A higher quality level is generally perceived by customers as improved performance by assigning a correspondingly higher satisfaction score. The third generation index $C_{pmk}$ is more powerful than two useful indices $C_p$ and $C_{pk}$ that have been widely used in six sigma industries to assess process performance. In actual manufacturing industries, process capability analysis often entails characterizing or assessing processes or products based on more than one engineering specification or quality characteristic. Since these characteristics are related, it is a risky undertaking to represent the variation of even a univariate characteristic by a single index. Therefore, the desirability of using vector-valued process capability index(PCI) arises quite naturally.

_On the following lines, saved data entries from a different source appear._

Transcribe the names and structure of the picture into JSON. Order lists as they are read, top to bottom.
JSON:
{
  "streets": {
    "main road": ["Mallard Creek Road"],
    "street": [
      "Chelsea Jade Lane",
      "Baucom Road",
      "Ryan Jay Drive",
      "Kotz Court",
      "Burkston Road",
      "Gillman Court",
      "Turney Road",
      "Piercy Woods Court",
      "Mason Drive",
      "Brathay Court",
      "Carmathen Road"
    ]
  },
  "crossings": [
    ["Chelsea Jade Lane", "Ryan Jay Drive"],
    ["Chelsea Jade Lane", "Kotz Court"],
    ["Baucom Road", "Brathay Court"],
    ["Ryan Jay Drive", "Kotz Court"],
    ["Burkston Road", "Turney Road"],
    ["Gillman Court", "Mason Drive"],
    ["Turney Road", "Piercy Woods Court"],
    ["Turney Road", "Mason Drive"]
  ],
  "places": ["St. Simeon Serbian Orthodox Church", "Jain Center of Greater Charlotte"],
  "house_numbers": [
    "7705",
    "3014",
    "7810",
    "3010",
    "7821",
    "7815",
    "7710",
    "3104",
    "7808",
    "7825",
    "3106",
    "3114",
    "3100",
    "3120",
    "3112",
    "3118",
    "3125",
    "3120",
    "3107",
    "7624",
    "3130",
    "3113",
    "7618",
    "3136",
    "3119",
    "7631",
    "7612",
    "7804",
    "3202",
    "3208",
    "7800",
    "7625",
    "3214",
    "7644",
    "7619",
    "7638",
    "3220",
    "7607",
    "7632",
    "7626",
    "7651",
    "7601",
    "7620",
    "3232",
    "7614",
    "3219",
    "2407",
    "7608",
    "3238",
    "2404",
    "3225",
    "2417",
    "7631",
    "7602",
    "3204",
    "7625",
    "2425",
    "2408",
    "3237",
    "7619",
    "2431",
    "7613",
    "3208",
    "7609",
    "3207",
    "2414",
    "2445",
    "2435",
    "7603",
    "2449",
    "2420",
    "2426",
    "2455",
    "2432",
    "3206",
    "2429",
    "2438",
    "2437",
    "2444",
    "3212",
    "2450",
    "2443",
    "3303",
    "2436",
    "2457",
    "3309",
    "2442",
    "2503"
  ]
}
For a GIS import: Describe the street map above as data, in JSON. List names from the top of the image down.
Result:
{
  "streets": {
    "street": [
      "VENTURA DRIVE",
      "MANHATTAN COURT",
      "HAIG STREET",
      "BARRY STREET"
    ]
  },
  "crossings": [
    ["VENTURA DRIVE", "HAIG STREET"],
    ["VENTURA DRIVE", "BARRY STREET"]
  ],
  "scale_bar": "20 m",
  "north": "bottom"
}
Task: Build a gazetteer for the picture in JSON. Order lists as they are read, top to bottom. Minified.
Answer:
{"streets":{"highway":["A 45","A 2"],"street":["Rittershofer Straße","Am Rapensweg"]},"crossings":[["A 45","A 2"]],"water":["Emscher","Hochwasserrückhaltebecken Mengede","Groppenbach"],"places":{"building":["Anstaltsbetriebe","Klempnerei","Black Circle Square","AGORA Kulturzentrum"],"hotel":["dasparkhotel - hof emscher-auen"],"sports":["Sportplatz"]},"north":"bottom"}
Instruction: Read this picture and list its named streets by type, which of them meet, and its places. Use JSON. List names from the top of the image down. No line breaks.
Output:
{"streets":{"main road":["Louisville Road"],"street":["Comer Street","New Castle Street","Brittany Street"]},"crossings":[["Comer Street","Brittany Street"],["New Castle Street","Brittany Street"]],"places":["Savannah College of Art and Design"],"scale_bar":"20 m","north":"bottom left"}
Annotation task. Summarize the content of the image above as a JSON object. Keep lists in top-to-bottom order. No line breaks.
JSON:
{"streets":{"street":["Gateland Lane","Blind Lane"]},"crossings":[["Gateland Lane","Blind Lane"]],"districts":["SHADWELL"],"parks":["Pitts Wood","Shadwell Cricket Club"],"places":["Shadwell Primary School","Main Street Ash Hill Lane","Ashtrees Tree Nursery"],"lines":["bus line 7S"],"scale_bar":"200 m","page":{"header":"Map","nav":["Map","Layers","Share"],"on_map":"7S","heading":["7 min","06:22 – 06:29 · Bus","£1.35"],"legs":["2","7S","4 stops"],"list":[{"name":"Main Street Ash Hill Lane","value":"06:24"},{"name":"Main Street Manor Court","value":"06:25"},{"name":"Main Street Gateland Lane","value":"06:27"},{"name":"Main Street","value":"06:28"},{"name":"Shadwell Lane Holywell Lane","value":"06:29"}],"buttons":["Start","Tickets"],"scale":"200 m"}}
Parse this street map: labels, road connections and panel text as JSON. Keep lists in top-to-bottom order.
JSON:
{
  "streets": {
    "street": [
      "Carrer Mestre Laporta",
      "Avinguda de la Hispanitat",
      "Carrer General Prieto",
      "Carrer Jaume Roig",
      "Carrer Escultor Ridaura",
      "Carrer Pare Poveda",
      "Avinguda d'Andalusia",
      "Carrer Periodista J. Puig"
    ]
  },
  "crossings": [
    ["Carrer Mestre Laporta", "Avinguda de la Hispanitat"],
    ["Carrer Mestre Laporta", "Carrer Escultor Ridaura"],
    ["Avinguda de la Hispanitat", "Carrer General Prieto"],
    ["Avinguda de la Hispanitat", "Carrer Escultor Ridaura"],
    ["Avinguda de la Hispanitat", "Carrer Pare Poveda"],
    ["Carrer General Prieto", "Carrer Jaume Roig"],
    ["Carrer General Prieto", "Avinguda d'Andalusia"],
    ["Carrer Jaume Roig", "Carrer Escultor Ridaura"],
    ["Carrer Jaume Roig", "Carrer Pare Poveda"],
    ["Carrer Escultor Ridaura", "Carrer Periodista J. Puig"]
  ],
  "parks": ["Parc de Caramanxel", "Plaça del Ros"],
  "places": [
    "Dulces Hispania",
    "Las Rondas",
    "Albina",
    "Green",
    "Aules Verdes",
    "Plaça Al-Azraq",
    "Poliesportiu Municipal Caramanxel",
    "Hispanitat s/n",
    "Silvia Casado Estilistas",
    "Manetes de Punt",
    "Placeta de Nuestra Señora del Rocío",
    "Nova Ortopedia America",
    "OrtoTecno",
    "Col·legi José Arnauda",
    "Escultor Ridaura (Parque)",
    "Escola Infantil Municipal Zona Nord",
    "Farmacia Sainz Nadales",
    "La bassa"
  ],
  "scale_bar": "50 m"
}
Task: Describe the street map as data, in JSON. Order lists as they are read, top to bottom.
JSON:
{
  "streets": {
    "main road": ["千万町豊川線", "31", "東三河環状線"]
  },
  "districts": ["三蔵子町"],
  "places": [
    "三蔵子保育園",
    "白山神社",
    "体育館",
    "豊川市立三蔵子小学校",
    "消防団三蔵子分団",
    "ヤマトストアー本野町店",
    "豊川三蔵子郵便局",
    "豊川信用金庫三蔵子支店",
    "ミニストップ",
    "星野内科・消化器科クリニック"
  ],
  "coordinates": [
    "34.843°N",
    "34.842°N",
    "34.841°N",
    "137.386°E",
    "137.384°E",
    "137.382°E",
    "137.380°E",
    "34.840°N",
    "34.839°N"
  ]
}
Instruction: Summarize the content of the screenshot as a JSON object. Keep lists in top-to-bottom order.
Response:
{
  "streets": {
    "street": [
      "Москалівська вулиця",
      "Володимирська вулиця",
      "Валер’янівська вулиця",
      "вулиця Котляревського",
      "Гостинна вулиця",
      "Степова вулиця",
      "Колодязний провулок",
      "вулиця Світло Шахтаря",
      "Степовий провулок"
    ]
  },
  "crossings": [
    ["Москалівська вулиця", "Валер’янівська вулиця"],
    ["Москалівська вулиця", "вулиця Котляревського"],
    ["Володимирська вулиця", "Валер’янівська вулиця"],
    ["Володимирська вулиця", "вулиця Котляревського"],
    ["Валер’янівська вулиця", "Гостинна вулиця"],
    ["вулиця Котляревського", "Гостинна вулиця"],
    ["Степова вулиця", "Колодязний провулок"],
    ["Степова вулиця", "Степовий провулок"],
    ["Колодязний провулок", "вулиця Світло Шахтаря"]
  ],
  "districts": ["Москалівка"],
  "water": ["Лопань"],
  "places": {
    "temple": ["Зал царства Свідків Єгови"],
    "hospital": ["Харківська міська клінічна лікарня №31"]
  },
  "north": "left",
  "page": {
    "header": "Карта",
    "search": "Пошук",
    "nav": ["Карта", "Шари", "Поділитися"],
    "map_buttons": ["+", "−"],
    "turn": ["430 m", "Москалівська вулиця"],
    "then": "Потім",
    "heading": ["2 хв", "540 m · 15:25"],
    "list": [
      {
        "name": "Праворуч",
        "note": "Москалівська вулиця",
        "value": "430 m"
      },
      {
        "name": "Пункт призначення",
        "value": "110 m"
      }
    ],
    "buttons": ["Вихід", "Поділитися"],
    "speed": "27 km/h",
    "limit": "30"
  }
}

In this paper, we consider more powerful vector-valued process capability index $C_{pmk}$ = ($C_{pmkx}$, $C_{pmky}$)$^t$ that consider the univariate process capability index $C_{pmk}$. First, we examine the process capability index $C_{pmk}$ and plug-in estimator $\hat{C}_{pmk}$. In addition, we derive its asymptotic distribution and variance-covariance matrix $V_{pmk}$ for the vector valued process capability index $C_{pmk}$. Under the assumption of bivariate normal distribution, we study asymptotic confidence regions of our vector-valued process capability index $C_{pmk}$ = ($C_{pmkx}$, $C_{pmky}$)$^t$.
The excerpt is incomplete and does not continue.